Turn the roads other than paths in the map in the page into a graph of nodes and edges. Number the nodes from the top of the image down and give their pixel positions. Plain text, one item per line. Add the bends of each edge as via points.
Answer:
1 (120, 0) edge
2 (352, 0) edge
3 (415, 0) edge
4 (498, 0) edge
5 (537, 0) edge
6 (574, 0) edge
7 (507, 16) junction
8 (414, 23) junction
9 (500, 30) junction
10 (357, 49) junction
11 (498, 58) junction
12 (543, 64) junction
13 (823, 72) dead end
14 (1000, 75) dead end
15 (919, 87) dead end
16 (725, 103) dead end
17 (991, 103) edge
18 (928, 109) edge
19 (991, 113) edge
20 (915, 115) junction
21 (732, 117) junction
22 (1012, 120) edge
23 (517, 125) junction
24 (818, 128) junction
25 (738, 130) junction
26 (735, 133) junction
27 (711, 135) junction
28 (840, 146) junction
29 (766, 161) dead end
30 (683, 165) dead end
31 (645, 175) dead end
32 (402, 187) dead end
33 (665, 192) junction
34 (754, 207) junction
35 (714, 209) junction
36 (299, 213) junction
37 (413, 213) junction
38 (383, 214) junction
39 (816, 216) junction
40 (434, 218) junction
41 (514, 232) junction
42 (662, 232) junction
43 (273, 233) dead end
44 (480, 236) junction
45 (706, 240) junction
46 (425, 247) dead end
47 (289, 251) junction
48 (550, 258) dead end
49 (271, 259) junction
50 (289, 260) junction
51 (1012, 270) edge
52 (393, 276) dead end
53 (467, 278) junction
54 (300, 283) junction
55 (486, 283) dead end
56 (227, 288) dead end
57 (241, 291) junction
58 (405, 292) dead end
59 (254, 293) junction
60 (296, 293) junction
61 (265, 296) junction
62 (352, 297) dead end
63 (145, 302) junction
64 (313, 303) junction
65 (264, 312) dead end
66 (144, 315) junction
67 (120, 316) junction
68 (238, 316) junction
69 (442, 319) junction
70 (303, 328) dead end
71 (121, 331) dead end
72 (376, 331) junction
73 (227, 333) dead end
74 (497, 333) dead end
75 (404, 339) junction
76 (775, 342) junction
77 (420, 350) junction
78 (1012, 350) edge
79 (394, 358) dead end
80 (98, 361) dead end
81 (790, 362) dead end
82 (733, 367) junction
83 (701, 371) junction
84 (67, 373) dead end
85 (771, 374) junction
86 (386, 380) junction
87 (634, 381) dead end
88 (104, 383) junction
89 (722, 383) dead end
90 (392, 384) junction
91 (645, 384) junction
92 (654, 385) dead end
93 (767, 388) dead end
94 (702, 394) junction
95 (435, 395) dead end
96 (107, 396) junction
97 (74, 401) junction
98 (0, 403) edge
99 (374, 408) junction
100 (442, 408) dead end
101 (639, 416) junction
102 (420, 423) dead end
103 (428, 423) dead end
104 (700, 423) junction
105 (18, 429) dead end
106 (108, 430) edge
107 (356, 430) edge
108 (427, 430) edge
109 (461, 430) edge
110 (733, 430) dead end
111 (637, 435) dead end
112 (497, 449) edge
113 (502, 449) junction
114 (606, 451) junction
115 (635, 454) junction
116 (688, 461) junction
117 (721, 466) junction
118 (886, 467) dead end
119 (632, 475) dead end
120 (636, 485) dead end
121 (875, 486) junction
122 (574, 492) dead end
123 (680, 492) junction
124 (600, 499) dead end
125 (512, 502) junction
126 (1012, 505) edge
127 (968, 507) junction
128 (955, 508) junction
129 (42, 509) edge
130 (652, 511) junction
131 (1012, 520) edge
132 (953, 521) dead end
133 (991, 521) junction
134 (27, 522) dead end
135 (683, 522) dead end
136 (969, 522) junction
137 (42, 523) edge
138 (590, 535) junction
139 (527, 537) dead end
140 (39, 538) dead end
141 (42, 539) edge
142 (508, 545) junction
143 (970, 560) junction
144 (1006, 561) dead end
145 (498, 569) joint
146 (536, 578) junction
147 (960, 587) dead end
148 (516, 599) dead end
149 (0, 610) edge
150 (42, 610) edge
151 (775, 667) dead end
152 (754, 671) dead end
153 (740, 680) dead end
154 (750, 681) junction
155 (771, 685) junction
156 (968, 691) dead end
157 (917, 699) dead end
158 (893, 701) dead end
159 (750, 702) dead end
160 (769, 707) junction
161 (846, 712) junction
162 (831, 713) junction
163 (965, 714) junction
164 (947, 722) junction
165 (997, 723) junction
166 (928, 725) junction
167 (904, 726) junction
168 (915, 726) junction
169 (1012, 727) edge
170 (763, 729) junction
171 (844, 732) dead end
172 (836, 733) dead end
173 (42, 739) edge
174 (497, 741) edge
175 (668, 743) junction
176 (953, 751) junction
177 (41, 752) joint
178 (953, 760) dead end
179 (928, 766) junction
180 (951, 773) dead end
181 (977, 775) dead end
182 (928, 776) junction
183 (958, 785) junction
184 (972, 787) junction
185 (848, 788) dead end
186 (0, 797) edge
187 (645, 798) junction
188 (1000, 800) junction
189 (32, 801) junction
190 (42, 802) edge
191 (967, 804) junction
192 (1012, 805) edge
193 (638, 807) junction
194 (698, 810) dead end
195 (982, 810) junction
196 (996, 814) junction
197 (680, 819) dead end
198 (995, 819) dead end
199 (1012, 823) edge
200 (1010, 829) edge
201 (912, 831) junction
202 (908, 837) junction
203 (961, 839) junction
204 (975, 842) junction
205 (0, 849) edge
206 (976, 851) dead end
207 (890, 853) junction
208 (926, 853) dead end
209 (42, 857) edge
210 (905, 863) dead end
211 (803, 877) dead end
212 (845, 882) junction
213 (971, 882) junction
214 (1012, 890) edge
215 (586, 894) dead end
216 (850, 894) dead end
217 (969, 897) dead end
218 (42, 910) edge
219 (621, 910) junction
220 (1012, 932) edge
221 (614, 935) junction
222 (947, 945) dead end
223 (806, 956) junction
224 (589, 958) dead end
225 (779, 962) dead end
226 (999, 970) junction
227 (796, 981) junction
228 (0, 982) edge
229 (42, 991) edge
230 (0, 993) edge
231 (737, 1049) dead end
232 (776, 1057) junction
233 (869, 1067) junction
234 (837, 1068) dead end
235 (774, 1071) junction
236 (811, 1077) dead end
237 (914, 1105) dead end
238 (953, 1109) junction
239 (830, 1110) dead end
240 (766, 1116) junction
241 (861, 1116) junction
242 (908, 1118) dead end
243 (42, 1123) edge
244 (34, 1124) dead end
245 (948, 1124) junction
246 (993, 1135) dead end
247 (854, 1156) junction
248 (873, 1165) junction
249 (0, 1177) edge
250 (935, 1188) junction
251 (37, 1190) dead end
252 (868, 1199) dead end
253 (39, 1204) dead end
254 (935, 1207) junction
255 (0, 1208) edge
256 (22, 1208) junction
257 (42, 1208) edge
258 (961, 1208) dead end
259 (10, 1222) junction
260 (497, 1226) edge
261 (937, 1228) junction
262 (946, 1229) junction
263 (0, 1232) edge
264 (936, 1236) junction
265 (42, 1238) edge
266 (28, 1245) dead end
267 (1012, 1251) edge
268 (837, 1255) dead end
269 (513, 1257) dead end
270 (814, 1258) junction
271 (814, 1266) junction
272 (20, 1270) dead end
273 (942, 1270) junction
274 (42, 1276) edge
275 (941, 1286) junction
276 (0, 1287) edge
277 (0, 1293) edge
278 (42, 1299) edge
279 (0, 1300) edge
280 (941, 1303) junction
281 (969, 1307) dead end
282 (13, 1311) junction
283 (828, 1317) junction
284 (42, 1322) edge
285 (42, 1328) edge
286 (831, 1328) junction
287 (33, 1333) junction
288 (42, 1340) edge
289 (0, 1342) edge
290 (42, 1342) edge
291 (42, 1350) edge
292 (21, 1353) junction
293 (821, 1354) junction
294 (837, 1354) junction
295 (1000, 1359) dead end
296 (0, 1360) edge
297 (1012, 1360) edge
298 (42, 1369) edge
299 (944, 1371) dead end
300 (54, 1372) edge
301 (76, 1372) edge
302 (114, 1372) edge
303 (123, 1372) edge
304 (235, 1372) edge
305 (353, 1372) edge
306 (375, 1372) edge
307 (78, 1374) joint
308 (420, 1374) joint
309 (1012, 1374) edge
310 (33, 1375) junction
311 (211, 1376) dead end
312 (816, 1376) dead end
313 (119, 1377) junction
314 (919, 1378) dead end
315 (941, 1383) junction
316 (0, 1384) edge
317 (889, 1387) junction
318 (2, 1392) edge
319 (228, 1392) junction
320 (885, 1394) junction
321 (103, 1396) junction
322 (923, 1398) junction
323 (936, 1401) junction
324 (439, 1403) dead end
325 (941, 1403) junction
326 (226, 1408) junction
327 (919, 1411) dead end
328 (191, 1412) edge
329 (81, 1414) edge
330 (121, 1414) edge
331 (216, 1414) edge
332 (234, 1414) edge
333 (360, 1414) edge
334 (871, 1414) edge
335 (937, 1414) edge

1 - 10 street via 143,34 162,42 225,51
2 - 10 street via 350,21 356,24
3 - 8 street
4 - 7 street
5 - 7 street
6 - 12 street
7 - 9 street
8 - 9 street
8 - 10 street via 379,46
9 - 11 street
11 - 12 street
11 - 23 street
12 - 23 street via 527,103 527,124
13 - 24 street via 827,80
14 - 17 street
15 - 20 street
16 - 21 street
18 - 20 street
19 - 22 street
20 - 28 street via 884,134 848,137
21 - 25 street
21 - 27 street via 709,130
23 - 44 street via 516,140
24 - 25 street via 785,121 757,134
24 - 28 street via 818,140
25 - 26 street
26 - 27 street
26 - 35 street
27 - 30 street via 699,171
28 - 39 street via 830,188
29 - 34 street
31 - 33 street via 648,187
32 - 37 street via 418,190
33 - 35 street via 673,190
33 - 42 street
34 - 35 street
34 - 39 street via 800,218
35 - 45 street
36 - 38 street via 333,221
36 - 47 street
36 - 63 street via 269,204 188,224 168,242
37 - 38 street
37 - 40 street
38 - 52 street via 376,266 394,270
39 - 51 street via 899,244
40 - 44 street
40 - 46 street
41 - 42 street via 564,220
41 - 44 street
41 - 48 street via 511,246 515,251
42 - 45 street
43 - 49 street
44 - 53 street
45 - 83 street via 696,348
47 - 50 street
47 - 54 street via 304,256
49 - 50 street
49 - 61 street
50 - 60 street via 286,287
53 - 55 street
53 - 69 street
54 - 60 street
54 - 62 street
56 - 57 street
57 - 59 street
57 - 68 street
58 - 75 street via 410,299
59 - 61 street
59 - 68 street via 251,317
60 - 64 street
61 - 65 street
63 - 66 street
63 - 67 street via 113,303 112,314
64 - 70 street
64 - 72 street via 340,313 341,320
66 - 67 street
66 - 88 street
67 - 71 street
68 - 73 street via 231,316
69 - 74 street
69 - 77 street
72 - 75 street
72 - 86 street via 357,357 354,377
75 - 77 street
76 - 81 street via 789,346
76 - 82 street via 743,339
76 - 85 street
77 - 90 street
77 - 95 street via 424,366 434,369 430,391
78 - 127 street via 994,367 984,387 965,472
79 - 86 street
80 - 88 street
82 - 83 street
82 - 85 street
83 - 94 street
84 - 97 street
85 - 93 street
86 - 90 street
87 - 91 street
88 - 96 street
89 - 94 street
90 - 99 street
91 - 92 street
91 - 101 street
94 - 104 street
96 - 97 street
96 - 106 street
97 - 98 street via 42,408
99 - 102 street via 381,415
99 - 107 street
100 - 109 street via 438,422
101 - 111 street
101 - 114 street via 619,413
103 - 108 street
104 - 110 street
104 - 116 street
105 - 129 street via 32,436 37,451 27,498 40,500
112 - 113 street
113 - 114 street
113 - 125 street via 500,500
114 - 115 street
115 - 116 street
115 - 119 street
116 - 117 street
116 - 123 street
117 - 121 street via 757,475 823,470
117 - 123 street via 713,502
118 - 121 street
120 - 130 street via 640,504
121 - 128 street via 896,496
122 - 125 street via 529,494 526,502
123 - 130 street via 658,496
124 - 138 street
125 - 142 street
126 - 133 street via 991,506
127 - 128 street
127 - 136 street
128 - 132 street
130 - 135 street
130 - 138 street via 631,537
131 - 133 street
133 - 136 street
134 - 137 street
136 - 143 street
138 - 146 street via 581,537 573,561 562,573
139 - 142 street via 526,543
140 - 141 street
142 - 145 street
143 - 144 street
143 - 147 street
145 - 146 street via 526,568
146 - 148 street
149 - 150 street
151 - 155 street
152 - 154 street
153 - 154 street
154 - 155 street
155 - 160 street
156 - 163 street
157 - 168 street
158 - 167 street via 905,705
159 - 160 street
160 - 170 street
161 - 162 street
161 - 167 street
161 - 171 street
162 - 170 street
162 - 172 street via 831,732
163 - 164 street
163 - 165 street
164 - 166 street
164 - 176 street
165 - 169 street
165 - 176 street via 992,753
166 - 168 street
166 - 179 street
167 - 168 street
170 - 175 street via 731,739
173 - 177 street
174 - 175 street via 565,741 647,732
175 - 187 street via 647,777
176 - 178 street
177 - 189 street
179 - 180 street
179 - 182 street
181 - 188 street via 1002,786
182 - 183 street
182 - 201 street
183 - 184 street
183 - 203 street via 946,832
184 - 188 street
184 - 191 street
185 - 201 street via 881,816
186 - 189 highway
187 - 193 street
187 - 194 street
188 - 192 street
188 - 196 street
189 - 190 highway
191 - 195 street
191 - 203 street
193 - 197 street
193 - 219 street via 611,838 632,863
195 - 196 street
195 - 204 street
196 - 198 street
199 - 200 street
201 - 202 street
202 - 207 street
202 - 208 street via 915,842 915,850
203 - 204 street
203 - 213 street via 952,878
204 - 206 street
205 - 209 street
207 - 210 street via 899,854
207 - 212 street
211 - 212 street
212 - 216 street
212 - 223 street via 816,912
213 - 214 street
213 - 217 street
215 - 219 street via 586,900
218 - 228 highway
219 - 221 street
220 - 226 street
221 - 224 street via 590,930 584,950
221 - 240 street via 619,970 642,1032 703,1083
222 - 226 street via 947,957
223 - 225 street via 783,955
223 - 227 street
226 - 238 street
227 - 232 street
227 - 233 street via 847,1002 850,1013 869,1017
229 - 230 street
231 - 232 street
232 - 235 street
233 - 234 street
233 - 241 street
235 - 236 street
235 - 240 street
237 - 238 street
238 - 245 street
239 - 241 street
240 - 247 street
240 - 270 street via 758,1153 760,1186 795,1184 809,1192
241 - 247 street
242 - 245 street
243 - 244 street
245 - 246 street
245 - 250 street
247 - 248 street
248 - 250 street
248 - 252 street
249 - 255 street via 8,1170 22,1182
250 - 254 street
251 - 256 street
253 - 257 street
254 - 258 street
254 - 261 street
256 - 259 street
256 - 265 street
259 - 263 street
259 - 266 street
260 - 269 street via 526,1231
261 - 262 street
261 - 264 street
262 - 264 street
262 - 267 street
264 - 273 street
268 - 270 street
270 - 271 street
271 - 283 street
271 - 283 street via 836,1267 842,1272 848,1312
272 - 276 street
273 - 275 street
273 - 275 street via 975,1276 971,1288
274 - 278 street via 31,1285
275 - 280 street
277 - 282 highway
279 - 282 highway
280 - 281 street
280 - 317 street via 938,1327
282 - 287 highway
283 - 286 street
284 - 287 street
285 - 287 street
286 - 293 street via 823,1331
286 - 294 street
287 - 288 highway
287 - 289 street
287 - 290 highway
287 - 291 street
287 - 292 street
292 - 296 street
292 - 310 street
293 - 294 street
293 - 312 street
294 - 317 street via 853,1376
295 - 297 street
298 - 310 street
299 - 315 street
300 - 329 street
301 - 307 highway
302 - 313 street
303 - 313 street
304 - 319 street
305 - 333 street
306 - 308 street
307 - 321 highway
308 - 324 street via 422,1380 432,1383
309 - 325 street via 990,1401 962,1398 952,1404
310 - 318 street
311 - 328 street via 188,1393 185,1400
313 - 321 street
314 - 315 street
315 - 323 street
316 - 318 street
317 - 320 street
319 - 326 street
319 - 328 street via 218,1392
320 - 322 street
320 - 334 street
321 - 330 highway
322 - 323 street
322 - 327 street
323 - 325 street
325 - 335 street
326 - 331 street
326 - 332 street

Work required -> For the string "highway", work out how many lines of the data contain it; answer with the number alone.

Output below -> 11